→ **Work instructions**: A complete answer includes every line below with the word "Carey".

>>>>

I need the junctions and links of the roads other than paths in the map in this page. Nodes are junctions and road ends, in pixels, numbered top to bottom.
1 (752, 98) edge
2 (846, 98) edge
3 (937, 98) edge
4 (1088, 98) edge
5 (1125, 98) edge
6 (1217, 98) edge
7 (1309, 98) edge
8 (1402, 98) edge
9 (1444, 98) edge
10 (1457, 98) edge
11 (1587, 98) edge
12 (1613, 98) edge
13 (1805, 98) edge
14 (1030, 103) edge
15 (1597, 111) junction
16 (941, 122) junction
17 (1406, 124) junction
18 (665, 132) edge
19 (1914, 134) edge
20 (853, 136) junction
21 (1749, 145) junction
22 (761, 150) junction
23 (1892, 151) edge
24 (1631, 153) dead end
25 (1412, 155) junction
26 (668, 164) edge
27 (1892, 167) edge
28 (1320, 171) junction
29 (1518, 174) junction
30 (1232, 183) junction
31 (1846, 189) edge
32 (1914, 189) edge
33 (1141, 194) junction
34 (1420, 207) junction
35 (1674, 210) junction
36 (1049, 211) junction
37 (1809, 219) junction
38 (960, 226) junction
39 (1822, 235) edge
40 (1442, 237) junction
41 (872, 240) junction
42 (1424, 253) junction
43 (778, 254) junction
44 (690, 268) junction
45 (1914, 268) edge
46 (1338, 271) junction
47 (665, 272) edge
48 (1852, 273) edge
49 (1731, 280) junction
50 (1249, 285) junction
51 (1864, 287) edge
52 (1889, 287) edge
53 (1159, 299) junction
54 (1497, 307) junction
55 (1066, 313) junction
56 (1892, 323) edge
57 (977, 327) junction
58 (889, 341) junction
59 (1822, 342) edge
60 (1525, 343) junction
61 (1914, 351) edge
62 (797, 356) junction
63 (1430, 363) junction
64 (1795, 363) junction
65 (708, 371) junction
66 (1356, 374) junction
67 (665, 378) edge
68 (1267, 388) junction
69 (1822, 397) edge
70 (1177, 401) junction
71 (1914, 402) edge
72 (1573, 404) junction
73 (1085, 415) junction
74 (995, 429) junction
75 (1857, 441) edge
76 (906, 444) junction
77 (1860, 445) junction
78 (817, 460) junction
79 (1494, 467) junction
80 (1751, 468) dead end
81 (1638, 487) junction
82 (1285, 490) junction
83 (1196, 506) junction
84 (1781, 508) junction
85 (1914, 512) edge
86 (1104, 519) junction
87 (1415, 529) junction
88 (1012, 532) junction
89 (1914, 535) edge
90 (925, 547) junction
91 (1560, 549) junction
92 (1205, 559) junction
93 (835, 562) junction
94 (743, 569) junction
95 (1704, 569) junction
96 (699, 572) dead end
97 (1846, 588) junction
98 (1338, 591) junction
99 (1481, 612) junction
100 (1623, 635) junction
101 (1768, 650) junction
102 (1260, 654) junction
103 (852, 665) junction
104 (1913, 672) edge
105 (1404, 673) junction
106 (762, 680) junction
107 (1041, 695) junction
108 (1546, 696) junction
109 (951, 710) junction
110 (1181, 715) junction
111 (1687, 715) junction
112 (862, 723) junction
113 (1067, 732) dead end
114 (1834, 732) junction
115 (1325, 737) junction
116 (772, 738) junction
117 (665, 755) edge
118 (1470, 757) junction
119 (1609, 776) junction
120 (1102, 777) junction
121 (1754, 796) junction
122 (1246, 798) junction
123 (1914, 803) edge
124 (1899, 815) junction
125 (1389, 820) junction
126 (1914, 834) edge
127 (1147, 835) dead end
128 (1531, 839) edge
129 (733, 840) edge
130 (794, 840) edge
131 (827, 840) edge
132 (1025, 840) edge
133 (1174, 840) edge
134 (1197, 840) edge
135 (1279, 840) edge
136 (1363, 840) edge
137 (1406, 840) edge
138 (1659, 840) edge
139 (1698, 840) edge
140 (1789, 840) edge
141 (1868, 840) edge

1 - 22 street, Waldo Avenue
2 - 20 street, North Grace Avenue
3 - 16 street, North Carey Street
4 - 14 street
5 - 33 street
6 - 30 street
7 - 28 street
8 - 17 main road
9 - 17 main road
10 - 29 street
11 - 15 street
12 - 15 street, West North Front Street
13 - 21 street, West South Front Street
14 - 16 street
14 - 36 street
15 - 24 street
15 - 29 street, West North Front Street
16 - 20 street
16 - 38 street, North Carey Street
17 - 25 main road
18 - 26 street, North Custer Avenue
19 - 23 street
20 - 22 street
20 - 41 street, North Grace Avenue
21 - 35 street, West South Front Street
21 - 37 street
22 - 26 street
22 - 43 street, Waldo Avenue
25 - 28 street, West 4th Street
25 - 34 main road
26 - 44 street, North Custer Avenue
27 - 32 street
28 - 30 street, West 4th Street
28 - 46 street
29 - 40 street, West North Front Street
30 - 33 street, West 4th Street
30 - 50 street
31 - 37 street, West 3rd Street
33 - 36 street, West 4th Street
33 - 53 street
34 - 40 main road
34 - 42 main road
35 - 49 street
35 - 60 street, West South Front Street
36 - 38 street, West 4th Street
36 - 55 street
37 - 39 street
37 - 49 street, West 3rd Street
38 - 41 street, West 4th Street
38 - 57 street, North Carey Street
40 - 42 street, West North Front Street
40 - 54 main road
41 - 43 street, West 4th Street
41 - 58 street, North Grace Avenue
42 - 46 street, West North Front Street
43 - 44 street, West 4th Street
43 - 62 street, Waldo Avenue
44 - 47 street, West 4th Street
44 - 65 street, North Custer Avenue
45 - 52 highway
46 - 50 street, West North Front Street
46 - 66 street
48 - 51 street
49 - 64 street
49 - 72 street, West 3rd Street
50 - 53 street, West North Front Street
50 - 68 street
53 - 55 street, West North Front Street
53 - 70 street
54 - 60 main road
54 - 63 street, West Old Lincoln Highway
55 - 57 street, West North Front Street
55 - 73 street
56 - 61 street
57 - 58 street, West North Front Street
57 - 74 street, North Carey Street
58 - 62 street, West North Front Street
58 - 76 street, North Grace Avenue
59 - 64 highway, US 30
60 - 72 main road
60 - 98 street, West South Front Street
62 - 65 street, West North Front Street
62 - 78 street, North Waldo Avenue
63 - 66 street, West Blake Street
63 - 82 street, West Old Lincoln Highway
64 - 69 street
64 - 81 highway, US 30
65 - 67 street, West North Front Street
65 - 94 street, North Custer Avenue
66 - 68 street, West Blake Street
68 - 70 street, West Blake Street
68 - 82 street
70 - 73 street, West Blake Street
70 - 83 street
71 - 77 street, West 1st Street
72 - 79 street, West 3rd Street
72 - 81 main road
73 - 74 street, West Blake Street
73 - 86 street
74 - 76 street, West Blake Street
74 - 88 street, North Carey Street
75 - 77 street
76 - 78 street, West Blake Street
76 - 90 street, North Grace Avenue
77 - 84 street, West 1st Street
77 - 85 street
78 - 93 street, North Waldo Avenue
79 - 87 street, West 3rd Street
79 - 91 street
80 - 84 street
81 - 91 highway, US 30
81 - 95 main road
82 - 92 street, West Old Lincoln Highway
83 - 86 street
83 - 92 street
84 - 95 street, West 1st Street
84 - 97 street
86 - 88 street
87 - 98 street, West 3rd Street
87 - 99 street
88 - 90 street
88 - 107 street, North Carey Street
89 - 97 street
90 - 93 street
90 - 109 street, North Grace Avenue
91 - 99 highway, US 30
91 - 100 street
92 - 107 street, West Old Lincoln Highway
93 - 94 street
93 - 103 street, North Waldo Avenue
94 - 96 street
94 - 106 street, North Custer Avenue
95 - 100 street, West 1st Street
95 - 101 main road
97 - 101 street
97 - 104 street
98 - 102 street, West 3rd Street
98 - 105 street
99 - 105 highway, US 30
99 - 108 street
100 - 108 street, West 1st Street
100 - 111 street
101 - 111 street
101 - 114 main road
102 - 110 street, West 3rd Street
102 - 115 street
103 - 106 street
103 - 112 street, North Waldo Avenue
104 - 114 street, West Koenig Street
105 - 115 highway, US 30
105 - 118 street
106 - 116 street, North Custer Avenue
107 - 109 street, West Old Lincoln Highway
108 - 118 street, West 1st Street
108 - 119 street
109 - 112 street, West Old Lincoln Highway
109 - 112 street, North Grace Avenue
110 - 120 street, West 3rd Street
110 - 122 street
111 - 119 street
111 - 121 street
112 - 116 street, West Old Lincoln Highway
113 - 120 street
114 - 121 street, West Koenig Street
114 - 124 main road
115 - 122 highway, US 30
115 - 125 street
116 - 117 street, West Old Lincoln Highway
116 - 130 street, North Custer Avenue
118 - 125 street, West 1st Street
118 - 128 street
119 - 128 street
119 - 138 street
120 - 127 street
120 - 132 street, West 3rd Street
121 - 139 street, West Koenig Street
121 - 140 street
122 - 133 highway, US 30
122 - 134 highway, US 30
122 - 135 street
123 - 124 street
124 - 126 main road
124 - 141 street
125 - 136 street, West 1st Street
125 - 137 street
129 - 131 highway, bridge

<<<<

→ **Answer to this task**:
3 - 16 street, North Carey Street
16 - 38 street, North Carey Street
38 - 57 street, North Carey Street
57 - 74 street, North Carey Street
74 - 88 street, North Carey Street
88 - 107 street, North Carey Street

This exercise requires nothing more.